American producer and screenwriter

Jack Elinson (April 21, 1922 – November 17, 2011) was an American producer and screenwriter.

== Life and career ==
Elinson was born and raised in New York. He served in the army during World War II.

Elinson had sold a joke to Walter Winchell's newspaper column at the age of 16. He later wrote for radio programs, moving on to television programs in the 1950s, writing and producing episodes for The Danny Thomas Show with his brother. His credits include producing and writing for The Real McCoys, The Johnny Carson Show, The Colgate Comedy Hour, Hey, Jeannie!, and One Day At A Time.

In the 1960s and 1970s Elinson wrote for The Andy Griffith Show, Gomer Pyle, U.S.M.C., Hogan's Heroes, The Doris Day Show and The Danny Thomas Show.
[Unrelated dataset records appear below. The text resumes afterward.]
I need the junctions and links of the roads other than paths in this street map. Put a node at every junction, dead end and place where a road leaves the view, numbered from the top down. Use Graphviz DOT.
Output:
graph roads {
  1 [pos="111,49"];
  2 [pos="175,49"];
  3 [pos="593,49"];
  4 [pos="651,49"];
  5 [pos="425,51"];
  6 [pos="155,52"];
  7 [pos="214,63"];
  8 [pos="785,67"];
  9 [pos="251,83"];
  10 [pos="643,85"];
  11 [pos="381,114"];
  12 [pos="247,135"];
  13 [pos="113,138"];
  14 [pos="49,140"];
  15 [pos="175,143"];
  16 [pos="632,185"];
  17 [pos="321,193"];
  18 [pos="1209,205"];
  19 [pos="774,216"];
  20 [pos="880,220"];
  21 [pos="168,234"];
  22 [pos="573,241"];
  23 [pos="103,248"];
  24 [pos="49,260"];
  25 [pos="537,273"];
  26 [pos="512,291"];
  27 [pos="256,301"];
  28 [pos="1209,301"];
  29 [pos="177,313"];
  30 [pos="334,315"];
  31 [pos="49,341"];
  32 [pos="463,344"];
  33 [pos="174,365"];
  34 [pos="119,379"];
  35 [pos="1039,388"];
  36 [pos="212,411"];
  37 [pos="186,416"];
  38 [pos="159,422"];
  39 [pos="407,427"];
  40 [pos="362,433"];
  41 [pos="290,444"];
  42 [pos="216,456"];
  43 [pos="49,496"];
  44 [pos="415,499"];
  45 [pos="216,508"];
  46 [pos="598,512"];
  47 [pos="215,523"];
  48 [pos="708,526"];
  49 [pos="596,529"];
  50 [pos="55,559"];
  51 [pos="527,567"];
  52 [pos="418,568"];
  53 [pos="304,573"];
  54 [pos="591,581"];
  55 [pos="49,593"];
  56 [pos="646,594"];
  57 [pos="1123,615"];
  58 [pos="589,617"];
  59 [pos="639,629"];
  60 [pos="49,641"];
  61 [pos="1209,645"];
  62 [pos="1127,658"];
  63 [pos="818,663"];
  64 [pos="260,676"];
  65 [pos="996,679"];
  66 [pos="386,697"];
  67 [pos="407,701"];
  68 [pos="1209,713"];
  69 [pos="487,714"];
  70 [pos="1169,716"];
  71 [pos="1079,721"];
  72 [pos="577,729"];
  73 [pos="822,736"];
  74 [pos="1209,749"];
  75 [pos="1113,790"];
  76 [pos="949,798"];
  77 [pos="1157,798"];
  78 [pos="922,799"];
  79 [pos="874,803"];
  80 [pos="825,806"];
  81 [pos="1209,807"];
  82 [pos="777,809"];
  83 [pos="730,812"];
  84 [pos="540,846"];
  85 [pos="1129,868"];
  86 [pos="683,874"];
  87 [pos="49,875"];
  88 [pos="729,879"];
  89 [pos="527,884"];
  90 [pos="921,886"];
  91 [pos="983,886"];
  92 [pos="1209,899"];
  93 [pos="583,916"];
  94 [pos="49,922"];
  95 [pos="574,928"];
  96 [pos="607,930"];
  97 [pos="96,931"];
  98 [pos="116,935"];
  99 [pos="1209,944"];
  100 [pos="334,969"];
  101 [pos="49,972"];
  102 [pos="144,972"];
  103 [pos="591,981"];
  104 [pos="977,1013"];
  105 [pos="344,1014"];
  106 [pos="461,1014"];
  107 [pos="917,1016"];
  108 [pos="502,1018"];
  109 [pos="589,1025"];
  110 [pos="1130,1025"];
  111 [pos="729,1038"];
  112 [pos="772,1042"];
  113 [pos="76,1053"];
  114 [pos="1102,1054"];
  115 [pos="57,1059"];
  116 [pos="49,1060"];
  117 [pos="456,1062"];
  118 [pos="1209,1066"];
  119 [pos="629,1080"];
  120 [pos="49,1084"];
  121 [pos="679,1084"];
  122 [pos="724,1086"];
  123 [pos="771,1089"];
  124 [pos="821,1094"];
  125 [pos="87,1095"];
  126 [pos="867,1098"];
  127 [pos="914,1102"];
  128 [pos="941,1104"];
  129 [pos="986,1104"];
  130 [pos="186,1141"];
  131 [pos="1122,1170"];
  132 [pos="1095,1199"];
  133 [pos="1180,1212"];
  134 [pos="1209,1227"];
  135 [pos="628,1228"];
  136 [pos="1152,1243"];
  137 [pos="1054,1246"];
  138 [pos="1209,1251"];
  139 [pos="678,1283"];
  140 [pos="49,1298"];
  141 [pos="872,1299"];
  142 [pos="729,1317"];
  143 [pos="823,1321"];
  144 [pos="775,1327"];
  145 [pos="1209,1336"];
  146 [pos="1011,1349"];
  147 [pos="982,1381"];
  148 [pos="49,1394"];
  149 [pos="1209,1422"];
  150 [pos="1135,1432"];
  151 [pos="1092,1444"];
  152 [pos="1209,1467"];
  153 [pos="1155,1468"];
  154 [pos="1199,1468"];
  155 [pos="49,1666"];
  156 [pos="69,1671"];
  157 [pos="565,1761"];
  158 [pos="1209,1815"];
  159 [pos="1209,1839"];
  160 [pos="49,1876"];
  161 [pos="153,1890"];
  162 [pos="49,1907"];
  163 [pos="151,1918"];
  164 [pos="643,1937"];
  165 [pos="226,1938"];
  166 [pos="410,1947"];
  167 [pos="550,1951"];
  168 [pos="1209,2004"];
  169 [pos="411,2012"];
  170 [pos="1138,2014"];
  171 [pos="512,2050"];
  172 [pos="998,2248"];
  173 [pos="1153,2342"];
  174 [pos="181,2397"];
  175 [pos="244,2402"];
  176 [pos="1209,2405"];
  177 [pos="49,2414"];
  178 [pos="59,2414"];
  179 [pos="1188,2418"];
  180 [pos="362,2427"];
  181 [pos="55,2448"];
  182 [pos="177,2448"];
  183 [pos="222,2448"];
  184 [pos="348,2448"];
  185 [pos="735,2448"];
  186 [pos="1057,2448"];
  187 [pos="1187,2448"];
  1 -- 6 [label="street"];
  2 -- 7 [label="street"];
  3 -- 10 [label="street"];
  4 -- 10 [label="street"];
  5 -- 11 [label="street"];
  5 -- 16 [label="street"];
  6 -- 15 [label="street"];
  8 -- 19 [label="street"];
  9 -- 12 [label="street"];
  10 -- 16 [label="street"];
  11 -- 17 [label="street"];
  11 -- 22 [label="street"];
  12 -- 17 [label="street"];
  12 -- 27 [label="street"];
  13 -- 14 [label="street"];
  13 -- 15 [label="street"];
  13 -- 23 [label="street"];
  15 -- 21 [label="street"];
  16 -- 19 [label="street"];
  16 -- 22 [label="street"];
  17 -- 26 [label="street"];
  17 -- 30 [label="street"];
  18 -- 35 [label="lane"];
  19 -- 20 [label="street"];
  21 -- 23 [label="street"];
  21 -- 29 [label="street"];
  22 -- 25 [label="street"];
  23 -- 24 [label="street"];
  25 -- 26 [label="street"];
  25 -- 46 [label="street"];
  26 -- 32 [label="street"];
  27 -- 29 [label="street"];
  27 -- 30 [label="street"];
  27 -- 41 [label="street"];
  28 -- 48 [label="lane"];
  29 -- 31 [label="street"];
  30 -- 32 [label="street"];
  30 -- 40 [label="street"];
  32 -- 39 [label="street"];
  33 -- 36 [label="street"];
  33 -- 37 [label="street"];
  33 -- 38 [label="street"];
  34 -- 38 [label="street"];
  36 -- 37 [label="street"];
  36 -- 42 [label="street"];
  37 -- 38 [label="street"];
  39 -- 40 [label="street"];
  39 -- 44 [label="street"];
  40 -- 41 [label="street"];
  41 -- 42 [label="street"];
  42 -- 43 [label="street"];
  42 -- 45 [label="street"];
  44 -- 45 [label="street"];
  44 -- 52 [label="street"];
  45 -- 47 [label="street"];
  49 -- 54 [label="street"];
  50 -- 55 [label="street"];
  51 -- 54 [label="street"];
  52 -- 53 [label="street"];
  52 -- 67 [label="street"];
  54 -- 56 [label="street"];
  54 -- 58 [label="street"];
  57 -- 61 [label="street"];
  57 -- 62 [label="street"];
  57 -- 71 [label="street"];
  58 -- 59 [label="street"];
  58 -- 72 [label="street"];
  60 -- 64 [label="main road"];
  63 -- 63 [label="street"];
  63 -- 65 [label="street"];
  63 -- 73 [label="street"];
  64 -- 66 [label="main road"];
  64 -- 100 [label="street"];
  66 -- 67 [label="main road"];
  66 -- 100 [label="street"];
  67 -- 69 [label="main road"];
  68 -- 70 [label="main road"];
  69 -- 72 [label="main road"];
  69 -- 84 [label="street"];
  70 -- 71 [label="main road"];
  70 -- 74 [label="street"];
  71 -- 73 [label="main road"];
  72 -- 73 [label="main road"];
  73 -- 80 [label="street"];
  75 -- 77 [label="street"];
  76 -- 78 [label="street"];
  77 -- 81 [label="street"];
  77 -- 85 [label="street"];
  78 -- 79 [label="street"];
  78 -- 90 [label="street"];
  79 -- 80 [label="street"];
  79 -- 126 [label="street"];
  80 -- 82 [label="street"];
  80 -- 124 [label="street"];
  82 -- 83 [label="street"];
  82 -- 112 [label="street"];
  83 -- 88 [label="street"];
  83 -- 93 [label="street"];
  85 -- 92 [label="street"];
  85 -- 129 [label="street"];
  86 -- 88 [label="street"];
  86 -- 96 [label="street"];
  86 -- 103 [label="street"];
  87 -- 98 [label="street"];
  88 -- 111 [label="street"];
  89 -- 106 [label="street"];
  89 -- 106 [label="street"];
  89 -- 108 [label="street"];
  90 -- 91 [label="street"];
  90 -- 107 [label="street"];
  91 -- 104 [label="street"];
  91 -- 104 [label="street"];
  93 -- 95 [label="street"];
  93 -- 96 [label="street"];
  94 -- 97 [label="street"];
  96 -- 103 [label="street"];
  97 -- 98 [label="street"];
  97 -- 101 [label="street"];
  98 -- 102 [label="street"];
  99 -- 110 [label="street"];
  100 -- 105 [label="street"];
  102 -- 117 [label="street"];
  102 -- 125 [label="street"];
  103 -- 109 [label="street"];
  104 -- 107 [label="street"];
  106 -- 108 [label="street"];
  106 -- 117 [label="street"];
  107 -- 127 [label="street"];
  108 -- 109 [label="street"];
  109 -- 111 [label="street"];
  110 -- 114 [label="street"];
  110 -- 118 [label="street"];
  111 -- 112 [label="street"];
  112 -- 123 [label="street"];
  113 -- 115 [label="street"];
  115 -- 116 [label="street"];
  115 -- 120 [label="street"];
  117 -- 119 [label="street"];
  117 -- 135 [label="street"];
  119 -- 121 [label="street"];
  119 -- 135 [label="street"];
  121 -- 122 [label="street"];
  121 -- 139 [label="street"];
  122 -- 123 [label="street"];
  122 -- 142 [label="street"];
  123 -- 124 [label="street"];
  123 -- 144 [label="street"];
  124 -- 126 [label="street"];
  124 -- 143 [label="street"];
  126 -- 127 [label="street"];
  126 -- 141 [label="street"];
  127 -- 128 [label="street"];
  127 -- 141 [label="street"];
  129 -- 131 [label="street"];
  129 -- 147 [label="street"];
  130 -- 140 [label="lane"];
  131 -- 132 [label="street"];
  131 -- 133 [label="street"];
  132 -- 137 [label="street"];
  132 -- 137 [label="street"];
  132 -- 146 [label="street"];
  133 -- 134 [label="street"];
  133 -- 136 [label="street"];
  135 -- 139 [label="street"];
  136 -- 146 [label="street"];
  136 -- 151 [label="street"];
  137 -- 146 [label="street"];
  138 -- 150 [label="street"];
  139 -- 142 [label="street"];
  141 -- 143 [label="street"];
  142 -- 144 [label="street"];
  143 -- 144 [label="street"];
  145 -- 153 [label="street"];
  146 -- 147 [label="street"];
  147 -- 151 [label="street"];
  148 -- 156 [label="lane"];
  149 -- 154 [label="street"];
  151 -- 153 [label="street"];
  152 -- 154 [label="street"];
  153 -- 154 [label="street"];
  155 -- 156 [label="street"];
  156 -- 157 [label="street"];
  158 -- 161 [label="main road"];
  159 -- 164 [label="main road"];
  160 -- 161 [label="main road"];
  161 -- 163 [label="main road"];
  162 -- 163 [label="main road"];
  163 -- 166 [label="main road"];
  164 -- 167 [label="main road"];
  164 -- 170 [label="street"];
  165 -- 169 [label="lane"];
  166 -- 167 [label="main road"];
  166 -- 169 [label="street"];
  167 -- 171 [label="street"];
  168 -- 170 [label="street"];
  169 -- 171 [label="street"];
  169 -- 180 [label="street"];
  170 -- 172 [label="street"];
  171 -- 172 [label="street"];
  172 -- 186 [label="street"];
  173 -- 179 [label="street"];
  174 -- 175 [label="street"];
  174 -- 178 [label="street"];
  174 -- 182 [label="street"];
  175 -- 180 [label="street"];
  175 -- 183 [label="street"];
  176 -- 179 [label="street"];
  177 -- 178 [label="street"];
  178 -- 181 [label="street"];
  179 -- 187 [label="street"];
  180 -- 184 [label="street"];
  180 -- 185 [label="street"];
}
In 1961 he was nominated for a Primetime Emmy for Outstanding Writing Achievement in Comedy.

In 1985, Elinson was executive producer of the NBC sitcom television series 227. He retired in 1990, his last work being writing and developing the television series New Attitude.

== Death ==
Elinson died in November 2011 of natural causes at his home in Santa Monica, California, at the age of 89.